→ **WHAT YOU HAVE TO DO**: Restate the entries word for word and skip every image.

→ **LISTED RECORDS**:

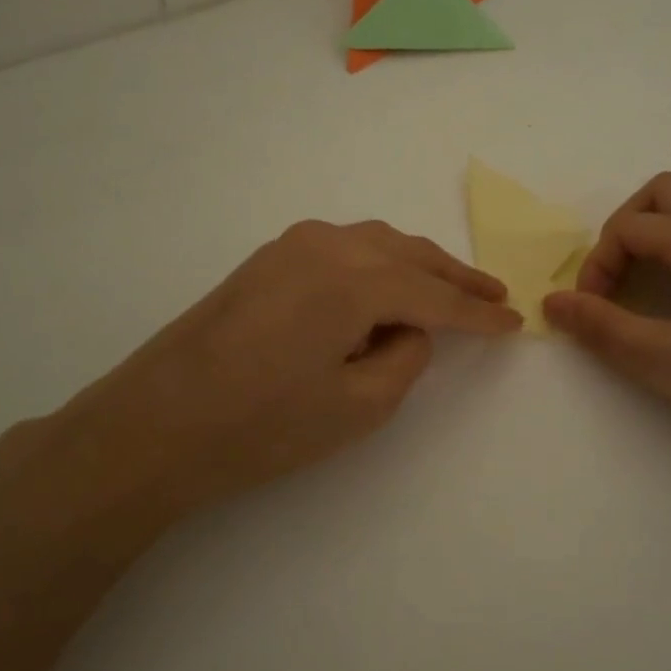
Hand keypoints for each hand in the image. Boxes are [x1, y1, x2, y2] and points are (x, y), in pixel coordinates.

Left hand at [0, 221, 520, 532]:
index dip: (479, 315)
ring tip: (452, 286)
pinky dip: (379, 262)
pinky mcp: (269, 258)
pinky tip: (388, 282)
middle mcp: (329, 245)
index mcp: (356, 280)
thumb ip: (404, 358)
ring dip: (418, 264)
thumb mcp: (357, 407)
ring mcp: (293, 245)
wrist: (156, 423)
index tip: (514, 322)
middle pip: (411, 256)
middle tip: (495, 295)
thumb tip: (410, 329)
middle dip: (456, 278)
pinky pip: (344, 248)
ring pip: (377, 244)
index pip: (436, 298)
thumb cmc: (261, 427)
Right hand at [543, 173, 670, 486]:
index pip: (629, 228)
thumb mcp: (667, 364)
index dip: (596, 266)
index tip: (590, 314)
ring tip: (648, 273)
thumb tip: (550, 302)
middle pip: (665, 193)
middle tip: (614, 282)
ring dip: (663, 223)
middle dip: (625, 228)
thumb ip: (603, 328)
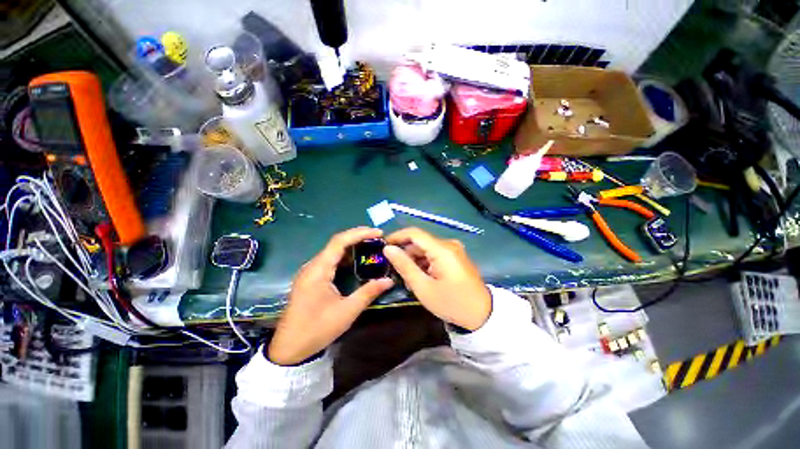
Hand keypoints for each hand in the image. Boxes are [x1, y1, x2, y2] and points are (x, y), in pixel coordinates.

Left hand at [268, 227, 393, 365]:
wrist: (289, 348)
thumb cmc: (317, 329)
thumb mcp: (347, 311)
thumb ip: (368, 292)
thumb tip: (389, 280)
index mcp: (318, 270)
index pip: (340, 242)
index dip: (360, 234)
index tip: (378, 233)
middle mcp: (313, 265)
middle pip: (336, 242)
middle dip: (358, 237)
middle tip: (378, 238)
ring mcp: (310, 271)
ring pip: (333, 250)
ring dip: (352, 245)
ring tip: (371, 245)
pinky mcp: (311, 278)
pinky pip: (330, 260)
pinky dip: (345, 256)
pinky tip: (357, 260)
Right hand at [383, 228, 490, 330]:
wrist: (483, 315)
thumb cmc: (452, 303)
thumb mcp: (424, 287)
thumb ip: (404, 266)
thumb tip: (388, 248)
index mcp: (442, 249)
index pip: (414, 233)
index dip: (396, 237)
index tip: (383, 247)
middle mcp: (448, 244)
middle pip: (419, 242)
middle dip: (405, 254)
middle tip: (394, 271)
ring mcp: (453, 250)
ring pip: (426, 249)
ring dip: (414, 261)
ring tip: (408, 280)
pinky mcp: (455, 257)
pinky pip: (434, 255)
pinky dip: (424, 264)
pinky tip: (420, 278)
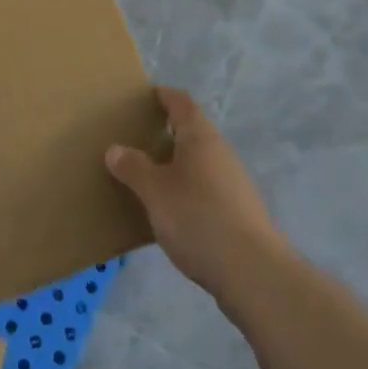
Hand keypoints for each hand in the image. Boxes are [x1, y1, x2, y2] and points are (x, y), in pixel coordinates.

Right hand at [106, 88, 283, 301]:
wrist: (252, 272)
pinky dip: (188, 191)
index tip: (143, 97)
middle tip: (136, 141)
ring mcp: (234, 182)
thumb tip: (115, 149)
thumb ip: (133, 167)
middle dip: (165, 134)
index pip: (181, 102)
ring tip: (148, 179)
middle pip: (191, 131)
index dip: (163, 95)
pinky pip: (207, 189)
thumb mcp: (155, 191)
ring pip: (199, 162)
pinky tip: (172, 213)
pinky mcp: (240, 212)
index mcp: (200, 136)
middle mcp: (220, 151)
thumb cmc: (198, 217)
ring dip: (176, 165)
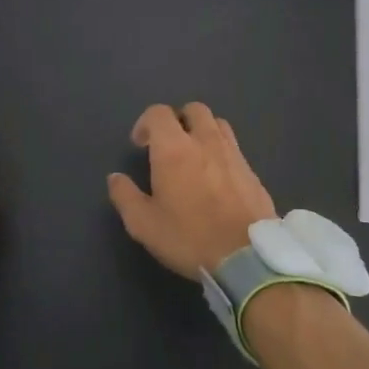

→ **OUTPUT FOR THIS TASK**:
Hand keypoints for each hand in the image. Boxes are [x1, y1, x2, y2] and points are (x, y), in pixel coordinates.

Left hand at [0, 221, 520, 532]:
index dip: (479, 315)
ring tip: (452, 286)
pinky dip: (379, 262)
pinky mcp: (269, 258)
pinky tip: (388, 282)
middle mcp: (329, 245)
index mcp: (356, 280)
thumb ip: (404, 358)
ring dip: (418, 264)
thumb mcp: (357, 407)
ring mcp: (293, 245)
wrist: (156, 423)
index tip: (514, 322)
middle pip: (411, 256)
middle tip: (495, 295)
thumb tip: (410, 329)
middle dip: (456, 278)
pinky pip: (344, 248)
ring pip: (377, 244)
index pip: (436, 298)
thumb cmc: (261, 427)
Right hand at [543, 173, 670, 486]:
index pip: (629, 228)
thumb mcp: (667, 364)
index dip: (596, 266)
index tip: (590, 314)
ring tip: (648, 273)
thumb tip: (550, 302)
middle pip: (665, 193)
middle tip: (614, 282)
ring dip: (663, 223)
middle dip: (625, 228)
thumb ip: (603, 328)
Hand keypoints for each hand in the image. Boxes are [x1, y1, x2, y2] and points are (x, y), in pixel coordinates.

Left hand at [268, 227, 393, 365]:
wrist: (289, 348)
thumb cmc: (317, 329)
thumb mcp: (347, 311)
thumb ip: (368, 292)
thumb tip: (389, 280)
index mcp: (318, 270)
index pip: (340, 242)
index dip: (360, 234)
index tip: (378, 233)
middle mcp: (313, 265)
middle pip: (336, 242)
middle dip: (358, 237)
middle tip: (378, 238)
ring mcp: (310, 271)
ring pip: (333, 250)
ring dip: (352, 245)
ring tip: (371, 245)
pinky mcp: (311, 278)
pinky pip: (330, 260)
pinky dip: (345, 256)
pinky tip: (357, 260)
Right hand at [383, 228, 490, 330]:
wrist: (483, 315)
thumb cmc: (452, 303)
thumb mcp: (424, 287)
thumb ip: (404, 266)
thumb tip: (388, 248)
index mcp: (442, 249)
index pip: (414, 233)
index dip: (396, 237)
index tip: (383, 247)
middle mcp: (448, 244)
middle pip: (419, 242)
middle dip: (405, 254)
middle tip: (394, 271)
ring mcp: (453, 250)
ring pip: (426, 249)
ring dip: (414, 261)
ring tip: (408, 280)
pinky mcp: (455, 257)
pinky pip: (434, 255)
pinky dip: (424, 264)
pinky tip: (420, 278)
Hand keypoints for each hand in the image. Boxes are [x1, y1, x2, y2] and points are (x, y), in pixel coordinates.

Right hand at [106, 88, 283, 301]:
wrist: (252, 272)
pinky dip: (188, 191)
index tip: (143, 97)
middle tip: (136, 141)
ring mcp: (234, 182)
thumb tip: (115, 149)
thumb ip: (133, 167)
middle dip: (165, 134)
index pip: (181, 102)
ring tip: (148, 179)
middle pip: (191, 131)
index dip: (163, 95)
pinky pip: (207, 189)
thumb mcp: (155, 191)
ring pip: (199, 162)
pinky tip: (172, 213)
pinky mcp: (240, 212)
index mcp: (200, 136)
middle mcp: (220, 151)
thumb cmc: (198, 217)
ring dip: (176, 165)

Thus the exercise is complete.